## Supplied information
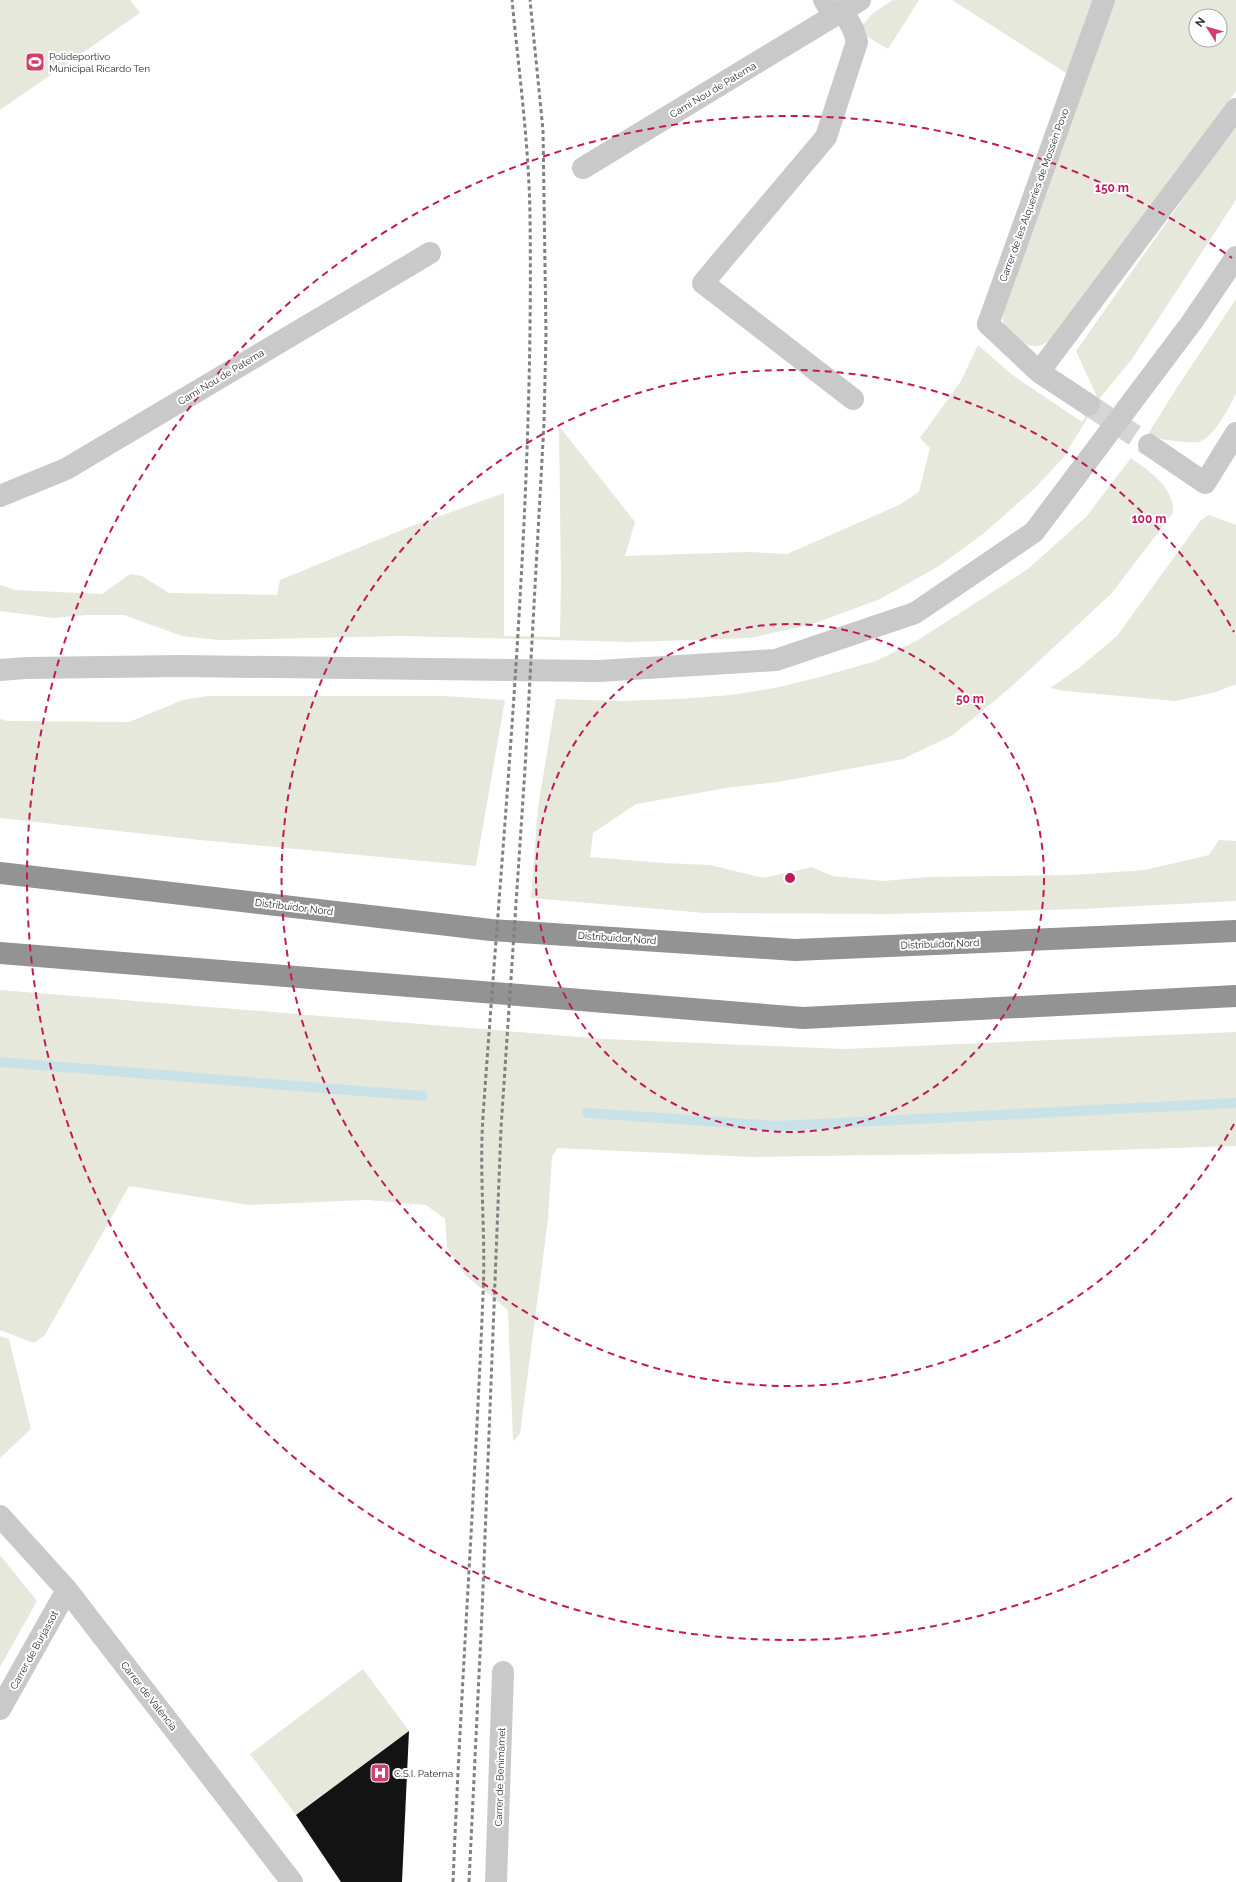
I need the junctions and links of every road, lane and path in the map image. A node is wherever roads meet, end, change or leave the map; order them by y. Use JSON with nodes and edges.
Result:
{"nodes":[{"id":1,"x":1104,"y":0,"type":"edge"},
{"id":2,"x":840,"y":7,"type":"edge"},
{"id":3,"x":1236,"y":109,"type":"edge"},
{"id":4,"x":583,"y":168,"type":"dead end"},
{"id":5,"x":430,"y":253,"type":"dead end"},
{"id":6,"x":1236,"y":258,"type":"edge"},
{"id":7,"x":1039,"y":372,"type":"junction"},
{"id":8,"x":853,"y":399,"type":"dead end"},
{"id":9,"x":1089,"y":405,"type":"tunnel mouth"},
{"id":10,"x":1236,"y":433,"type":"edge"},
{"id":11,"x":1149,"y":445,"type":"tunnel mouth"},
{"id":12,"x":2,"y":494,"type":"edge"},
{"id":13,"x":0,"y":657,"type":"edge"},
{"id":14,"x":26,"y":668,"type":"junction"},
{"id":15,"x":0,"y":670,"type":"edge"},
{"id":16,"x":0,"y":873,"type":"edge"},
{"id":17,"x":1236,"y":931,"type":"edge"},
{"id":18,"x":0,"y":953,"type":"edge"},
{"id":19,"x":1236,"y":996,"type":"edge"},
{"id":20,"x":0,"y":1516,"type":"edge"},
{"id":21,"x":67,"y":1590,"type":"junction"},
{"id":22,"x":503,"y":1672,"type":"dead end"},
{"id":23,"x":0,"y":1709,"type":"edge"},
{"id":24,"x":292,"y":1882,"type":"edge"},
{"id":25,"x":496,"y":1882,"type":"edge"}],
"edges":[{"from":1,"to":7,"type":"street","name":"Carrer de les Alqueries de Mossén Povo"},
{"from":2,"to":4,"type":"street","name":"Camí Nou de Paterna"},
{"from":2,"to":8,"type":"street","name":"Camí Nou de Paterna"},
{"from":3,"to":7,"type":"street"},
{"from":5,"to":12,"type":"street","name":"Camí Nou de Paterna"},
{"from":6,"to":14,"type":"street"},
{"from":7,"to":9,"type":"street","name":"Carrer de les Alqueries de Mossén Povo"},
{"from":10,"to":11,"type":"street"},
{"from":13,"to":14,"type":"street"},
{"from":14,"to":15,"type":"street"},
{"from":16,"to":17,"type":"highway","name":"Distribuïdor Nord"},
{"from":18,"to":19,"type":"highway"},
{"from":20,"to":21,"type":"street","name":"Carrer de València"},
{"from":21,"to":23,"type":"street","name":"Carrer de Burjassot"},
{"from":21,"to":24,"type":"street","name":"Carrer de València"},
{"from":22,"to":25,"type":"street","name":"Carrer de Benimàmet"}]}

## Directions for this task
Output all of the entries once more, word for word, with the images removed.

## Response area
I need the junctions and links of every road, lane and path in the map image. A node is wherever roads meet, end, change or leave the map; order them by y. Use JSON with nodes and edges.
Result:
{"nodes":[{"id":1,"x":1104,"y":0,"type":"edge"},
{"id":2,"x":840,"y":7,"type":"edge"},
{"id":3,"x":1236,"y":109,"type":"edge"},
{"id":4,"x":583,"y":168,"type":"dead end"},
{"id":5,"x":430,"y":253,"type":"dead end"},
{"id":6,"x":1236,"y":258,"type":"edge"},
{"id":7,"x":1039,"y":372,"type":"junction"},
{"id":8,"x":853,"y":399,"type":"dead end"},
{"id":9,"x":1089,"y":405,"type":"tunnel mouth"},
{"id":10,"x":1236,"y":433,"type":"edge"},
{"id":11,"x":1149,"y":445,"type":"tunnel mouth"},
{"id":12,"x":2,"y":494,"type":"edge"},
{"id":13,"x":0,"y":657,"type":"edge"},
{"id":14,"x":26,"y":668,"type":"junction"},
{"id":15,"x":0,"y":670,"type":"edge"},
{"id":16,"x":0,"y":873,"type":"edge"},
{"id":17,"x":1236,"y":931,"type":"edge"},
{"id":18,"x":0,"y":953,"type":"edge"},
{"id":19,"x":1236,"y":996,"type":"edge"},
{"id":20,"x":0,"y":1516,"type":"edge"},
{"id":21,"x":67,"y":1590,"type":"junction"},
{"id":22,"x":503,"y":1672,"type":"dead end"},
{"id":23,"x":0,"y":1709,"type":"edge"},
{"id":24,"x":292,"y":1882,"type":"edge"},
{"id":25,"x":496,"y":1882,"type":"edge"}],
"edges":[{"from":1,"to":7,"type":"street","name":"Carrer de les Alqueries de Mossén Povo"},
{"from":2,"to":4,"type":"street","name":"Camí Nou de Paterna"},
{"from":2,"to":8,"type":"street","name":"Camí Nou de Paterna"},
{"from":3,"to":7,"type":"street"},
{"from":5,"to":12,"type":"street","name":"Camí Nou de Paterna"},
{"from":6,"to":14,"type":"street"},
{"from":7,"to":9,"type":"street","name":"Carrer de les Alqueries de Mossén Povo"},
{"from":10,"to":11,"type":"street"},
{"from":13,"to":14,"type":"street"},
{"from":14,"to":15,"type":"street"},
{"from":16,"to":17,"type":"highway","name":"Distribuïdor Nord"},
{"from":18,"to":19,"type":"highway"},
{"from":20,"to":21,"type":"street","name":"Carrer de València"},
{"from":21,"to":23,"type":"street","name":"Carrer de Burjassot"},
{"from":21,"to":24,"type":"street","name":"Carrer de València"},
{"from":22,"to":25,"type":"street","name":"Carrer de Benimàmet"}]}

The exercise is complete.